Top of Data records

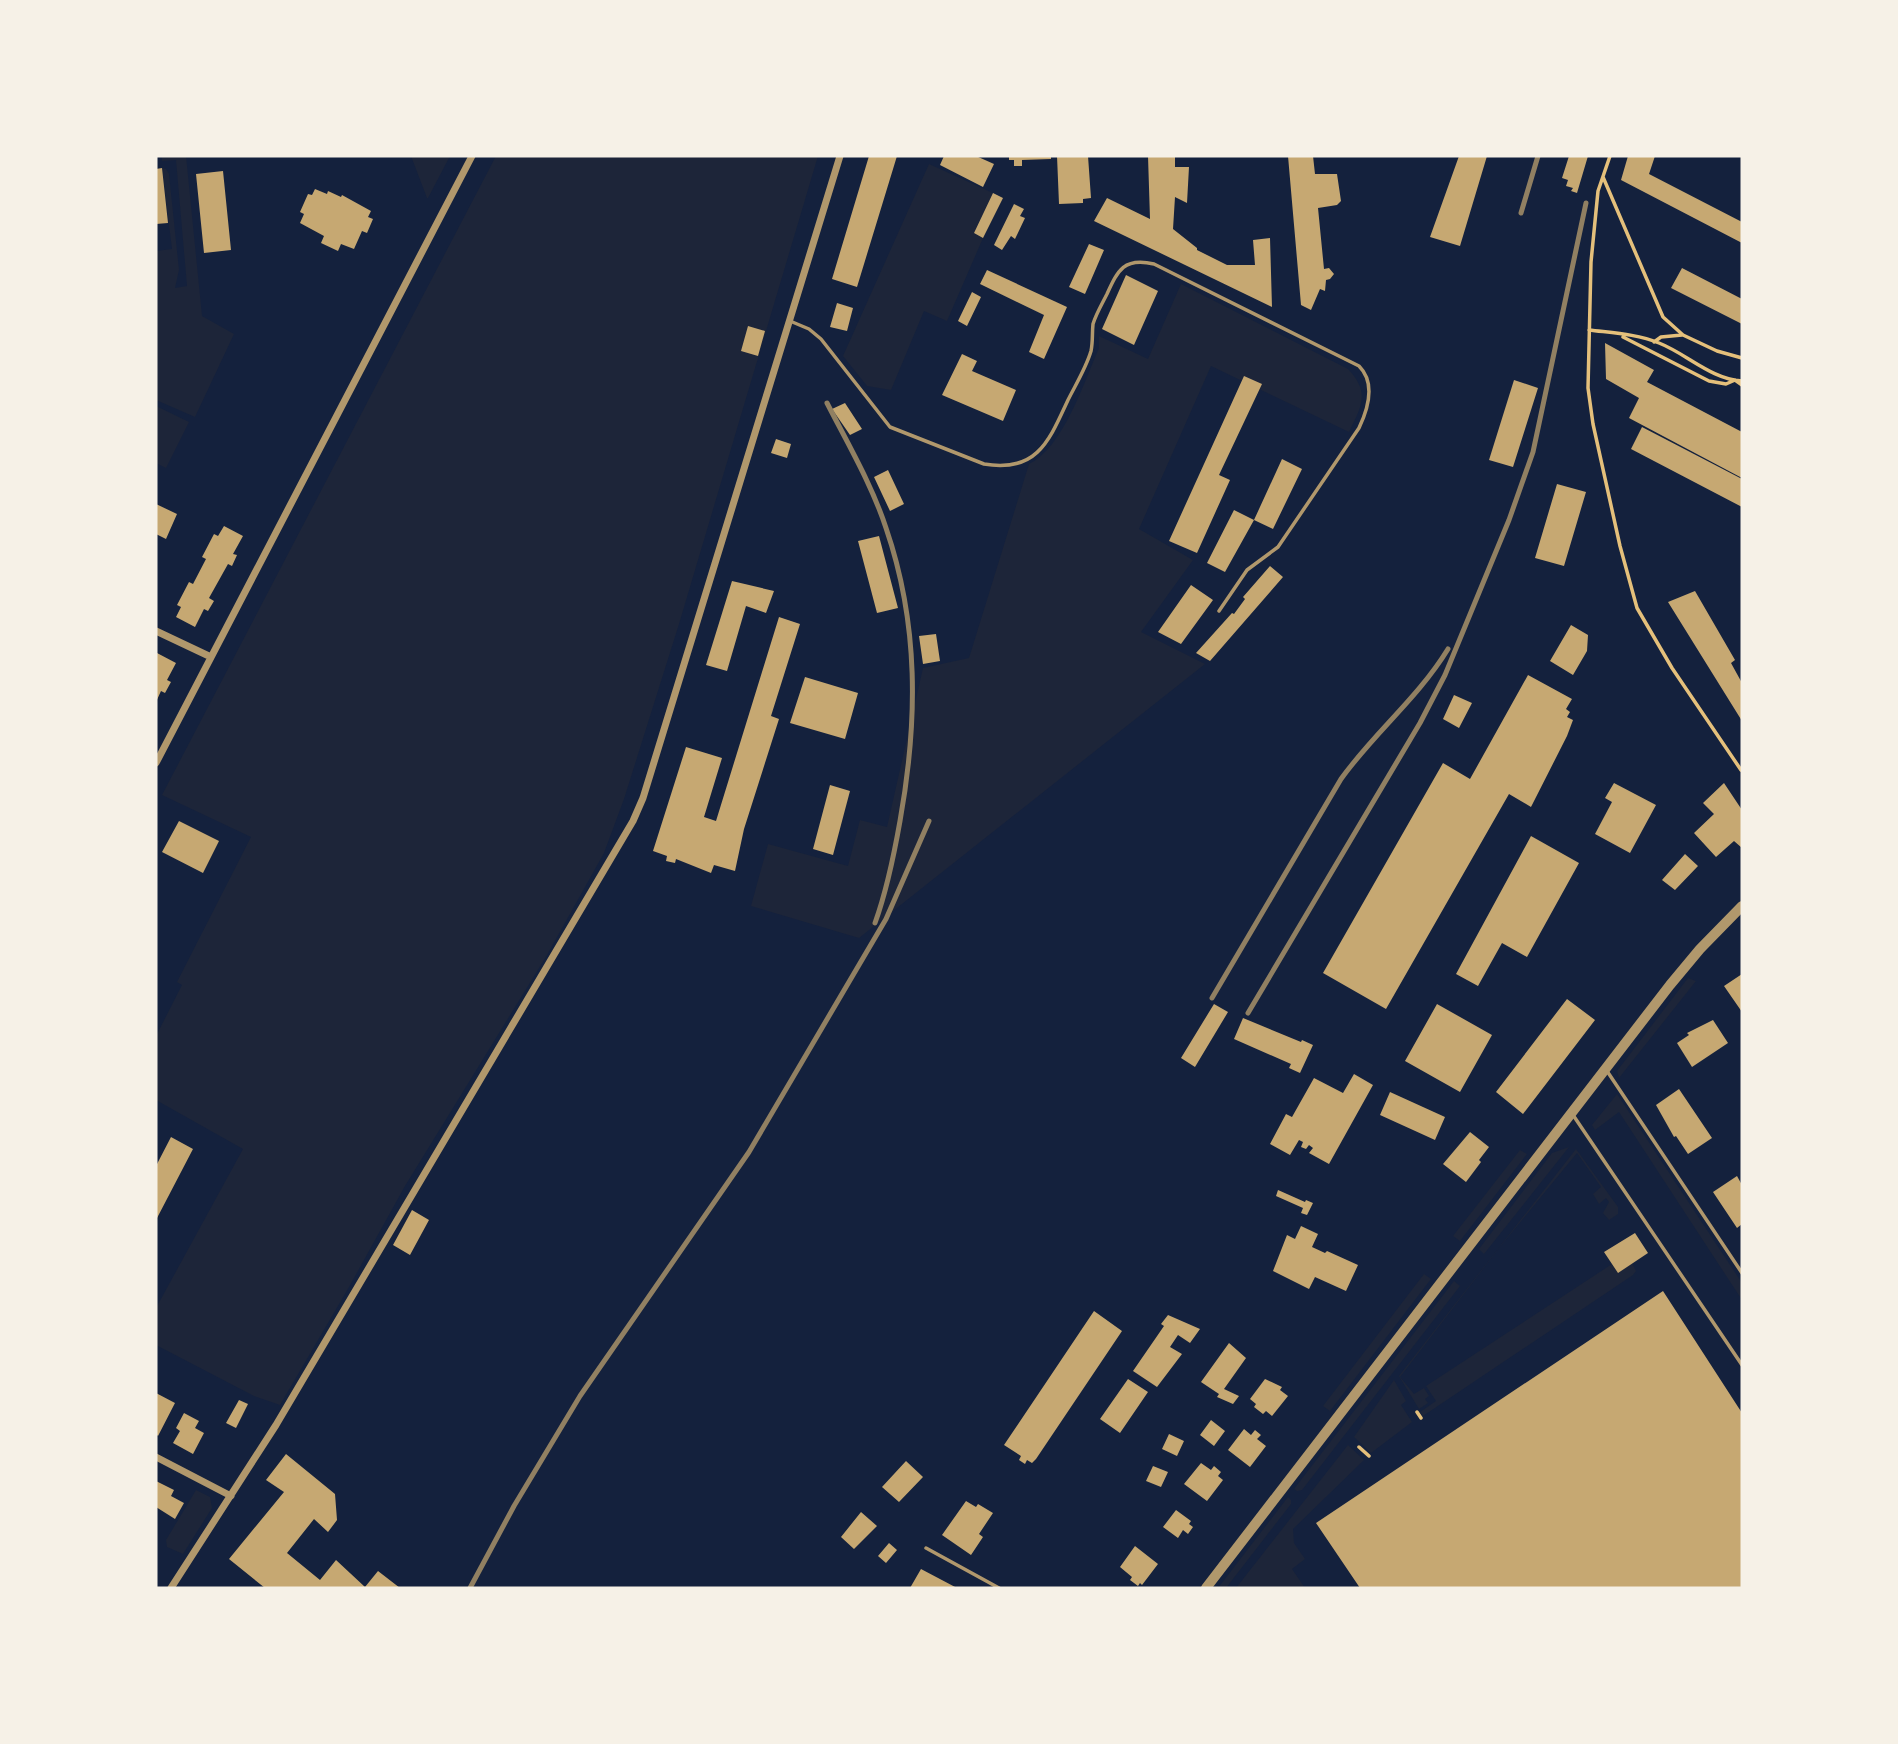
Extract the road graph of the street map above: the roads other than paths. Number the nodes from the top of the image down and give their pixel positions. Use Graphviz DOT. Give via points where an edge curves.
graph roads {
  1 [pos="472,156"];
  2 [pos="840,156"];
  3 [pos="790,320"];
  4 [pos="1219,611"];
  5 [pos="156,631"];
  6 [pos="211,656"];
  7 [pos="156,763"];
  8 [pos="1742,906"];
  9 [pos="1606,1069"];
  10 [pos="1572,1113"];
  11 [pos="1742,1273"];
  12 [pos="1742,1365"];
  13 [pos="156,1457"];
  14 [pos="231,1496"];
  15 [pos="926,1548"];
  16 [pos="172,1588"];
  17 [pos="999,1588"];
  18 [pos="1206,1588"];
  1 -- 6 [label="street"];
  2 -- 3 [label="street"];
  3 -- 4 [label="lane" via="821,339 895,430 994,466 1020,464 1047,444 1089,355 1095,318 1118,271 1128,264 1154,264 1359,366 1367,377 1369,393 1359,428 1278,547 1247,570"];
  3 -- 14 [label="street" via="633,821"];
  5 -- 6 [label="street"];
  6 -- 7 [label="street"];
  8 -- 9 [label="street" via="1685,967"];
  9 -- 10 [label="street"];
  9 -- 11 [label="lane"];
  10 -- 12 [label="lane"];
  10 -- 18 [label="street"];
  13 -- 14 [label="street"];
  14 -- 16 [label="street"];
  15 -- 17 [label="lane"];
}
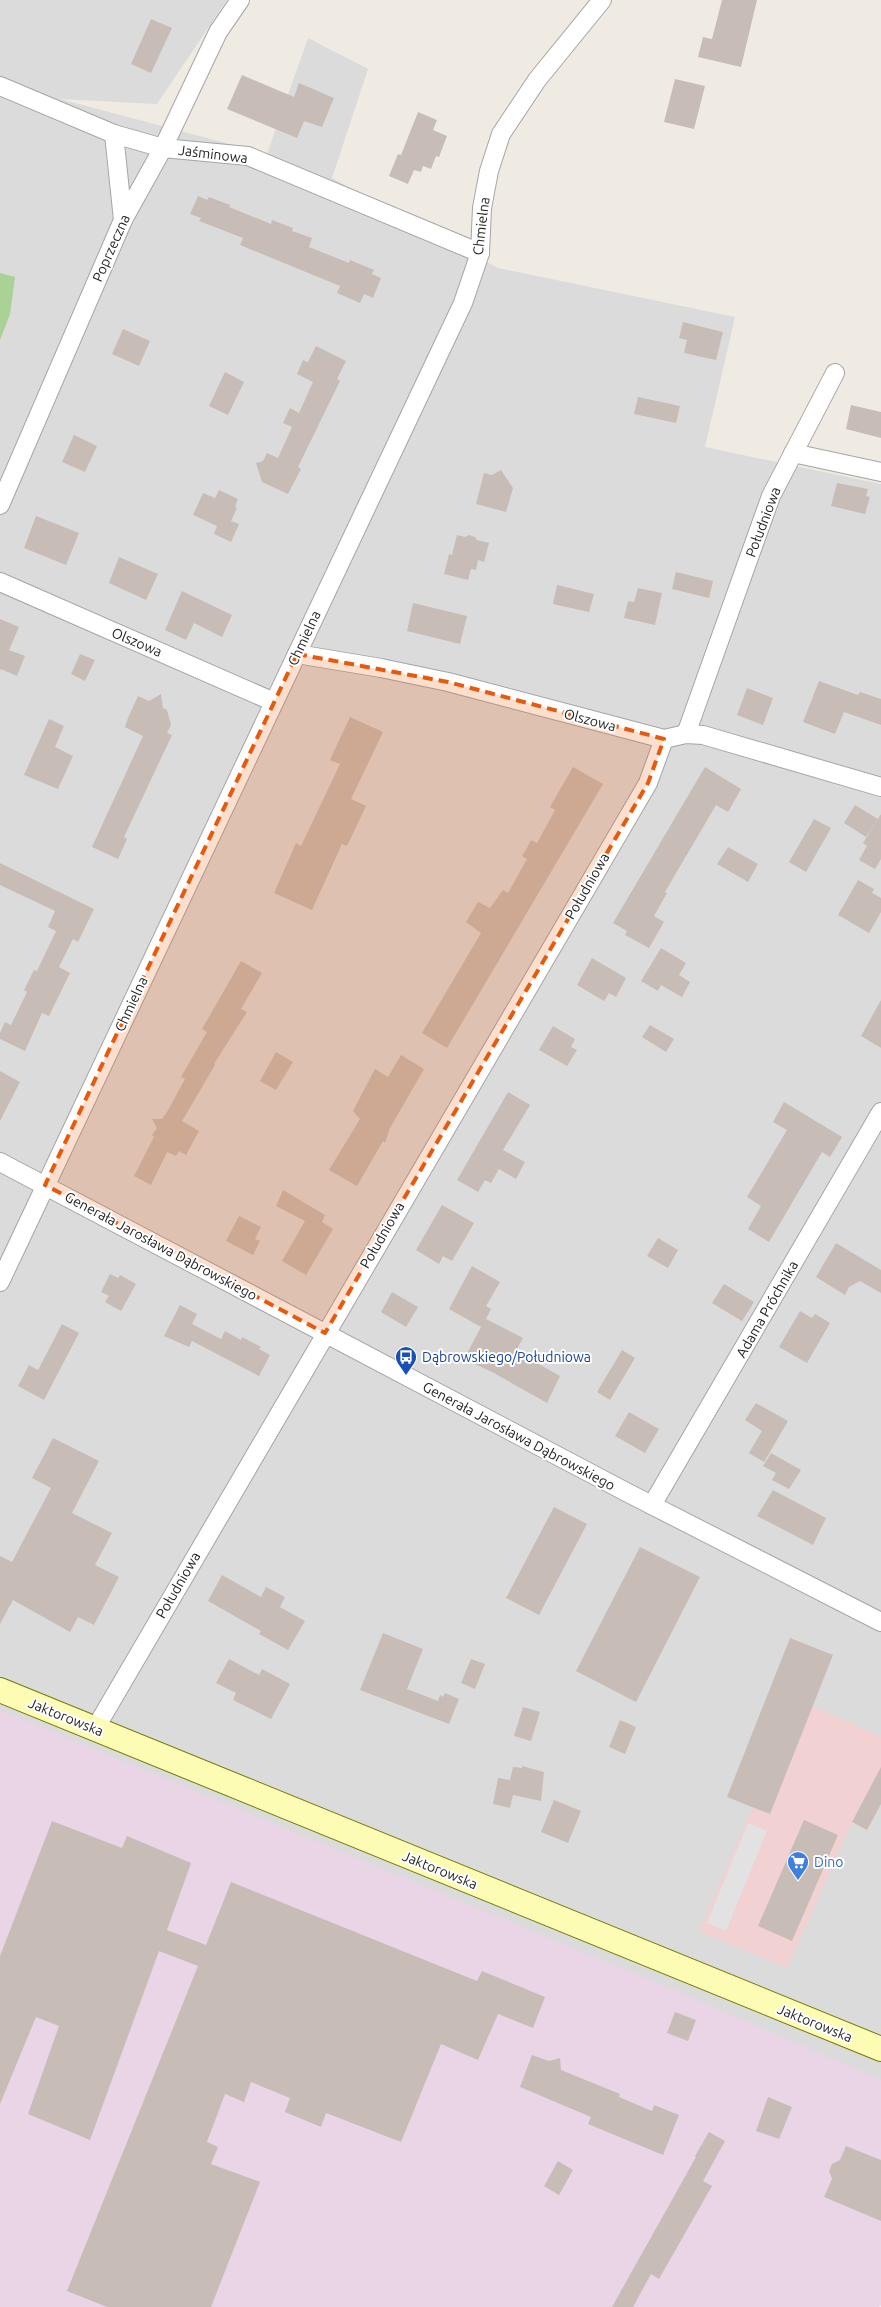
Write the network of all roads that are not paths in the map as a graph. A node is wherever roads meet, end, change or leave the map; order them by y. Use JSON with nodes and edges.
{"nodes":[{"id":1,"x":240,"y":0,"type":"edge"},
{"id":2,"x":602,"y":0,"type":"edge"},
{"id":3,"x":0,"y":86,"type":"edge"},
{"id":4,"x":114,"y":134,"type":"junction"},
{"id":5,"x":163,"y":148,"type":"junction"},
{"id":6,"x":123,"y":220,"type":"junction"},
{"id":7,"x":480,"y":253,"type":"junction"},
{"id":8,"x":835,"y":373,"type":"dead end"},
{"id":9,"x":793,"y":453,"type":"junction"},
{"id":10,"x":881,"y":472,"type":"edge"},
{"id":11,"x":0,"y":505,"type":"edge"},
{"id":12,"x":0,"y":582,"type":"edge"},
{"id":13,"x":297,"y":654,"type":"junction"},
{"id":14,"x":274,"y":702,"type":"junction"},
{"id":15,"x":686,"y":734,"type":"junction"},
{"id":16,"x":664,"y":739,"type":"junction"},
{"id":17,"x":881,"y":788,"type":"edge"},
{"id":18,"x":881,"y":1112,"type":"edge"},
{"id":19,"x":0,"y":1162,"type":"edge"},
{"id":20,"x":45,"y":1185,"type":"junction"},
{"id":21,"x":0,"y":1282,"type":"edge"},
{"id":22,"x":326,"y":1333,"type":"junction"},
{"id":23,"x":652,"y":1505,"type":"junction"},
{"id":24,"x":881,"y":1622,"type":"edge"},
{"id":25,"x":0,"y":1690,"type":"edge"},
{"id":26,"x":95,"y":1729,"type":"junction"},
{"id":27,"x":881,"y":2049,"type":"edge"}],
"edges":[{"from":1,"to":5,"type":"street","name":"Poprzeczna"},
{"from":2,"to":7,"type":"street","name":"Chmielna"},
{"from":3,"to":4,"type":"street","name":"Jaśminowa"},
{"from":4,"to":5,"type":"street","name":"Jaśminowa"},
{"from":4,"to":6,"type":"street"},
{"from":5,"to":6,"type":"street","name":"Poprzeczna"},
{"from":5,"to":7,"type":"street","name":"Jaśminowa"},
{"from":6,"to":11,"type":"street","name":"Poprzeczna"},
{"from":7,"to":13,"type":"street","name":"Chmielna"},
{"from":8,"to":9,"type":"street","name":"Południowa"},
{"from":9,"to":10,"type":"street"},
{"from":9,"to":15,"type":"street","name":"Południowa"},
{"from":12,"to":14,"type":"street","name":"Olszowa"},
{"from":13,"to":14,"type":"street","name":"Chmielna"},
{"from":13,"to":16,"type":"street","name":"Olszowa"},
{"from":14,"to":20,"type":"street","name":"Chmielna"},
{"from":15,"to":16,"type":"street","name":"Olszowa"},
{"from":15,"to":17,"type":"street","name":"Olszowa"},
{"from":16,"to":22,"type":"street","name":"Południowa"},
{"from":18,"to":23,"type":"street","name":"Adama Próchnika"},
{"from":19,"to":20,"type":"street","name":"Generała Jarosława Dąbrowskiego"},
{"from":20,"to":21,"type":"street","name":"Chmielna"},
{"from":20,"to":22,"type":"street","name":"Generała Jarosława Dąbrowskiego"},
{"from":22,"to":23,"type":"street","name":"Generała Jarosława Dąbrowskiego"},
{"from":22,"to":26,"type":"street","name":"Południowa"},
{"from":23,"to":24,"type":"street","name":"Generała Jarosława Dąbrowskiego"},
{"from":25,"to":26,"type":"main road","name":"Jaktorowska"},
{"from":26,"to":27,"type":"main road","name":"Jaktorowska"}]}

Bottom of Data records

What is needed
Report all lines above with "Generała".

Task solution
{"from":19,"to":20,"type":"street","name":"Generała Jarosława Dąbrowskiego"},
{"from":20,"to":22,"type":"street","name":"Generała Jarosława Dąbrowskiego"},
{"from":22,"to":23,"type":"street","name":"Generała Jarosława Dąbrowskiego"},
{"from":23,"to":24,"type":"street","name":"Generała Jarosława Dąbrowskiego"},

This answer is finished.